## Work item
Please give back all the records exactly, but keep the pictures out.

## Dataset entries
=== Section Start ===
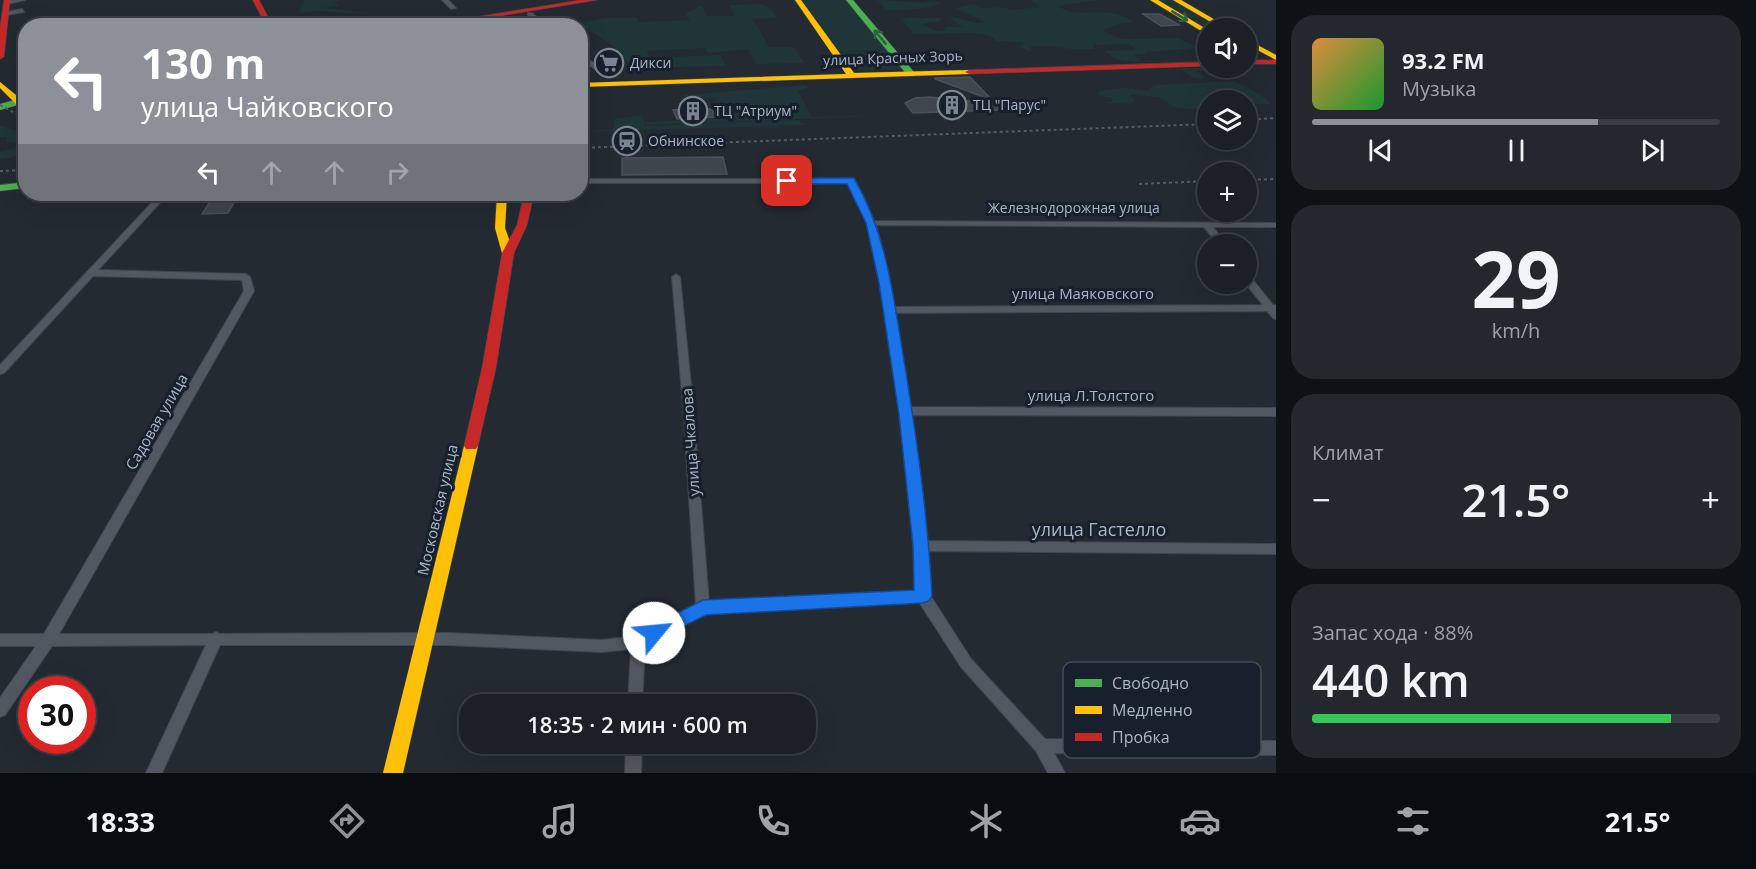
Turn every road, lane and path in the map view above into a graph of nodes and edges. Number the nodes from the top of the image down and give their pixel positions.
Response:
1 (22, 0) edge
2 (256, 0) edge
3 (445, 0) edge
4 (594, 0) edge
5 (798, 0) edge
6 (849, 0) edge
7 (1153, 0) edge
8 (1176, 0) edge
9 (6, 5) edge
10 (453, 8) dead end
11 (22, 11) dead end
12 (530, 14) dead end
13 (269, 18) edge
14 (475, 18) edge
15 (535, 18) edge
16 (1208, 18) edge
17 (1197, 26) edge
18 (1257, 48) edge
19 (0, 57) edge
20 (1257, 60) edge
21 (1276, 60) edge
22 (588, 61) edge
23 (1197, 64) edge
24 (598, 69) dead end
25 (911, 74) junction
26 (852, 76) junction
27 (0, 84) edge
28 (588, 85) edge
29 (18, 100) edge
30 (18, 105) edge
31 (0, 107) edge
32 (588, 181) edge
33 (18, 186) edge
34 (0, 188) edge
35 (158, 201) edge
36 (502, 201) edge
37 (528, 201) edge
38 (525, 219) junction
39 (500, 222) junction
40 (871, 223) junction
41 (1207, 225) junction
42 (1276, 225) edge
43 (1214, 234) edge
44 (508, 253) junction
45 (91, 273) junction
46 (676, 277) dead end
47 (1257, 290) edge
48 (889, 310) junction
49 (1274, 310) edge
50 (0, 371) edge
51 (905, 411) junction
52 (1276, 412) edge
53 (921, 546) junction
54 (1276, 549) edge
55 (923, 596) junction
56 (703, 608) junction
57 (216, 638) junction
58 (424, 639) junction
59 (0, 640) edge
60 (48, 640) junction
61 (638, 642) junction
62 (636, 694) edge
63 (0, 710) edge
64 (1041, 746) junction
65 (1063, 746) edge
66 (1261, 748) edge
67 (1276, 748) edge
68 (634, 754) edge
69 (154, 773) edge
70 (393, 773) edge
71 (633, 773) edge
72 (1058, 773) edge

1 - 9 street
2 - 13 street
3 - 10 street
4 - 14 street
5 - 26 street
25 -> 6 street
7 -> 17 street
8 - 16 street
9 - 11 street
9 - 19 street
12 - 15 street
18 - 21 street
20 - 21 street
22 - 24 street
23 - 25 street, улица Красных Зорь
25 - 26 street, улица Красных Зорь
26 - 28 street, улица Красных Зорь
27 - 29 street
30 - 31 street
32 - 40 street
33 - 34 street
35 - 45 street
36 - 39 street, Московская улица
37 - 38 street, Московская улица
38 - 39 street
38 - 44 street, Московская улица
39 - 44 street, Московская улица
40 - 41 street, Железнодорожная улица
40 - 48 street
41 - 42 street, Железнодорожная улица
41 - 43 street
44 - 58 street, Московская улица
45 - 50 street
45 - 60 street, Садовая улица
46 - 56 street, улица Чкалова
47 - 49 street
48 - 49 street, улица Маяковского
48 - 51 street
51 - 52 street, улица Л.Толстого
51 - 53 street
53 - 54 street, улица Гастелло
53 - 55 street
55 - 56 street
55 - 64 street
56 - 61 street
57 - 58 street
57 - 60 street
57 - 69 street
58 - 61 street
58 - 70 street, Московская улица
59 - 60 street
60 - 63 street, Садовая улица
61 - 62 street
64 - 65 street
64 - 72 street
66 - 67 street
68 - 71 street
=== Section End ===
## Task result
Turn every road, lane and path in the map view above into a graph of nodes and edges. Number the nodes from the top of the image down and give their pixel positions.
Response:
1 (22, 0) edge
2 (256, 0) edge
3 (445, 0) edge
4 (594, 0) edge
5 (798, 0) edge
6 (849, 0) edge
7 (1153, 0) edge
8 (1176, 0) edge
9 (6, 5) edge
10 (453, 8) dead end
11 (22, 11) dead end
12 (530, 14) dead end
13 (269, 18) edge
14 (475, 18) edge
15 (535, 18) edge
16 (1208, 18) edge
17 (1197, 26) edge
18 (1257, 48) edge
19 (0, 57) edge
20 (1257, 60) edge
21 (1276, 60) edge
22 (588, 61) edge
23 (1197, 64) edge
24 (598, 69) dead end
25 (911, 74) junction
26 (852, 76) junction
27 (0, 84) edge
28 (588, 85) edge
29 (18, 100) edge
30 (18, 105) edge
31 (0, 107) edge
32 (588, 181) edge
33 (18, 186) edge
34 (0, 188) edge
35 (158, 201) edge
36 (502, 201) edge
37 (528, 201) edge
38 (525, 219) junction
39 (500, 222) junction
40 (871, 223) junction
41 (1207, 225) junction
42 (1276, 225) edge
43 (1214, 234) edge
44 (508, 253) junction
45 (91, 273) junction
46 (676, 277) dead end
47 (1257, 290) edge
48 (889, 310) junction
49 (1274, 310) edge
50 (0, 371) edge
51 (905, 411) junction
52 (1276, 412) edge
53 (921, 546) junction
54 (1276, 549) edge
55 (923, 596) junction
56 (703, 608) junction
57 (216, 638) junction
58 (424, 639) junction
59 (0, 640) edge
60 (48, 640) junction
61 (638, 642) junction
62 (636, 694) edge
63 (0, 710) edge
64 (1041, 746) junction
65 (1063, 746) edge
66 (1261, 748) edge
67 (1276, 748) edge
68 (634, 754) edge
69 (154, 773) edge
70 (393, 773) edge
71 (633, 773) edge
72 (1058, 773) edge

1 - 9 street
2 - 13 street
3 - 10 street
4 - 14 street
5 - 26 street
25 -> 6 street
7 -> 17 street
8 - 16 street
9 - 11 street
9 - 19 street
12 - 15 street
18 - 21 street
20 - 21 street
22 - 24 street
23 - 25 street, улица Красных Зорь
25 - 26 street, улица Красных Зорь
26 - 28 street, улица Красных Зорь
27 - 29 street
30 - 31 street
32 - 40 street
33 - 34 street
35 - 45 street
36 - 39 street, Московская улица
37 - 38 street, Московская улица
38 - 39 street
38 - 44 street, Московская улица
39 - 44 street, Московская улица
40 - 41 street, Железнодорожная улица
40 - 48 street
41 - 42 street, Железнодорожная улица
41 - 43 street
44 - 58 street, Московская улица
45 - 50 street
45 - 60 street, Садовая улица
46 - 56 street, улица Чкалова
47 - 49 street
48 - 49 street, улица Маяковского
48 - 51 street
51 - 52 street, улица Л.Толстого
51 - 53 street
53 - 54 street, улица Гастелло
53 - 55 street
55 - 56 street
55 - 64 street
56 - 61 street
57 - 58 street
57 - 60 street
57 - 69 street
58 - 61 street
58 - 70 street, Московская улица
59 - 60 street
60 - 63 street, Садовая улица
61 - 62 street
64 - 65 street
64 - 72 street
66 - 67 street
68 - 71 street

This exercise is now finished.